Beyond hardcore metrics, the kind of interactions that take place within the video player itself can give you some more insight into the minds of your viewers. If, or when, the size of the video player is changed and whether the video is shared on social media are elements that can be factored into the engagement calculation equation.
Which leads us to the video interaction rate.
“Video interaction rate is calculated by dividing the total number of interactions on all your videos against the number of times your video has started playing.”
Here, the kind of interactions you want to measure are entirely up to you. However, it’s advisable to use metrics like video rewatches, player-related actions, resizing, and other such metrics over social media analytics. There’s no harm in using them if you’re confident they won’t disrupt your final report.
Video interaction rates can also be applied toward specific videos, rather than your whole collection. This will allow you to take note of which videos are doing better than the others. That way, you will be able to dig deeper into what’s helping keep your viewers engaged.
Create segments of your videos using collected metrics
Different people will interact with your content in different ways. To measure the impact of videos across the board, you can divvy up your market into different segments, depending on how various viewers interact with your content.
Take the modern example of a typical online store that offers a range of products to customers all over the globe.

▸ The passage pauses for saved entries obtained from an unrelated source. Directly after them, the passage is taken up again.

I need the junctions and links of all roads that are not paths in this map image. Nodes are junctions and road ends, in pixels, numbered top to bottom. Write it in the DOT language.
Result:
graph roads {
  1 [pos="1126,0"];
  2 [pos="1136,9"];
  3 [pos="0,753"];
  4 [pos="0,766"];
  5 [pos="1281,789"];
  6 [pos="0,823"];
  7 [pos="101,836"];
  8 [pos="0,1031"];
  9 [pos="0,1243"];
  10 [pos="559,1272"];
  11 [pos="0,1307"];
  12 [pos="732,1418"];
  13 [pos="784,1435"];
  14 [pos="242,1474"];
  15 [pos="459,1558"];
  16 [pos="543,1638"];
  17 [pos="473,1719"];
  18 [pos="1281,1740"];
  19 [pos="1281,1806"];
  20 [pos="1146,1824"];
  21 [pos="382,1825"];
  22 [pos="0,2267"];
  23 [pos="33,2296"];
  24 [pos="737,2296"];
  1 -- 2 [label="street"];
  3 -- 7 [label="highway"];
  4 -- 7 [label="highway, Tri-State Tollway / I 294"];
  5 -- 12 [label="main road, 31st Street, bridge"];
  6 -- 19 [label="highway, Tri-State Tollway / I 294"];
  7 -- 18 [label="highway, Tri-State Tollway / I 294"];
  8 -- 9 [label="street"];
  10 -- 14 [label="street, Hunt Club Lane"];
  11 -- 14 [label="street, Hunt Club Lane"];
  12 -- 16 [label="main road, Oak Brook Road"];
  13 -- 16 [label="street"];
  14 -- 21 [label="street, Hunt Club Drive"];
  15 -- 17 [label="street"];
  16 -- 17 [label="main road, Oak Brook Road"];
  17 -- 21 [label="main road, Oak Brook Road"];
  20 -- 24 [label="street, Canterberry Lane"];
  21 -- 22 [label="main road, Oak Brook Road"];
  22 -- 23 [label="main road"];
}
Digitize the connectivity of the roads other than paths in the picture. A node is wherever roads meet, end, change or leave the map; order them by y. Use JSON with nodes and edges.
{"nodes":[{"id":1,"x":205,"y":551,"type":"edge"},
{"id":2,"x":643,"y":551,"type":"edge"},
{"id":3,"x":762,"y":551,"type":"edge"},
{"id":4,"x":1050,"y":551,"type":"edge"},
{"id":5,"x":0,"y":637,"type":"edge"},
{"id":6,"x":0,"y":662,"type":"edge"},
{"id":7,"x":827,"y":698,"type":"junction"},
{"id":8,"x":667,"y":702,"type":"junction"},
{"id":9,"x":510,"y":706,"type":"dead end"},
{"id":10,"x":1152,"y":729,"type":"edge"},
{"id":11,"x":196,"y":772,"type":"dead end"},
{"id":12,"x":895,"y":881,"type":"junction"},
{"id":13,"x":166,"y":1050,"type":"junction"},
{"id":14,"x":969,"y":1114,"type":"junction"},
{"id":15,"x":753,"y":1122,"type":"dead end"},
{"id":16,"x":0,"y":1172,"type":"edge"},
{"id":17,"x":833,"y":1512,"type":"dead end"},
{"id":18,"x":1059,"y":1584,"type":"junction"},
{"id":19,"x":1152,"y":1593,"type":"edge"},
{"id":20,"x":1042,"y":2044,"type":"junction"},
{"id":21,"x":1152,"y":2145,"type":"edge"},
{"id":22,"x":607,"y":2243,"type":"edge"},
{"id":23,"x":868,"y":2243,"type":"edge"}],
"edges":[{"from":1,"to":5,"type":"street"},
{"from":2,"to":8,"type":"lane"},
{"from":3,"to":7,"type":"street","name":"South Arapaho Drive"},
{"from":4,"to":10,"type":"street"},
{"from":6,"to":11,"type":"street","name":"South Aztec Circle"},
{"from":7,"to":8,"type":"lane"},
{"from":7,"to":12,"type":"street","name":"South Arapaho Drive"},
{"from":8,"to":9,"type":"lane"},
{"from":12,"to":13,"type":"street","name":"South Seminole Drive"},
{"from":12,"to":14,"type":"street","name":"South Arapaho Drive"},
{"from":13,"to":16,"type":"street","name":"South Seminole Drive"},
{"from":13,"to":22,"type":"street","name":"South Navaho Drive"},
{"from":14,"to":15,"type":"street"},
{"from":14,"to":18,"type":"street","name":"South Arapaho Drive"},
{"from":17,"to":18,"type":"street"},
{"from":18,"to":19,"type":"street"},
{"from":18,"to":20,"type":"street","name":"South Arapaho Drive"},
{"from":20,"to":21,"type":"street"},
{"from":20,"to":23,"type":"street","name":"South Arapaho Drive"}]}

To promote the products, it creates a few product videos and uses them on its detail pages. The ecommerce store can then use the viewership segmentation metric, and find out that, on average, higher completion rates of videos correlate with higher conversion rates. People who finish watching the video have completion rates that are 50% higher than those who don’t watch the video at all.
This information can then be integrated into various forms of marketing campaigns, such as paid advertising and social media outlets to bring in potential clients to your site. The video completion metric can be used to specifically target users who have completed about ¾ of the content or more. Various channels can then be tested, and whichever works for specific people can be used to increase eventual conversion rates. Once a user completes a purchase, the channel should be adapted accordingly.
This should be the beginning of how you properly use these metrics. Several strategies can be adopted, each of which has different implications. It’s up to you, the marketer, to understand how specific video content fits together with your target audience, and which kind of videos work best (i.e. have the highest engagement and conversion rates).
There are several ways to measure video engagement. Ultimately, however, a compelling video is defined as one that delivers the intended message to the viewer. And, despite common tropes, engagement encompasses much more than just the number of viewers or how many video minutes have been watched on your channel. If the video’s content isn’t very interesting and fails to stimulate your audience, retention and recall rates will suffer. Depending on how complex the topic you are trying to address is, or how niche your market is, you may need to adjust your strategies to boost engagement.
Additionally, there’s no magic potion you can use to create an engaging video. It requires a lot of experimentation and tweaking to get things right. It won’t always work; not everyone will be interested in whatever you have to say. But with a little bit of effort, and a whole lot of research, it’s a lot easier to come up with a successful recipe. Every mistake you make serves as an opportunity to learn and refine your efforts.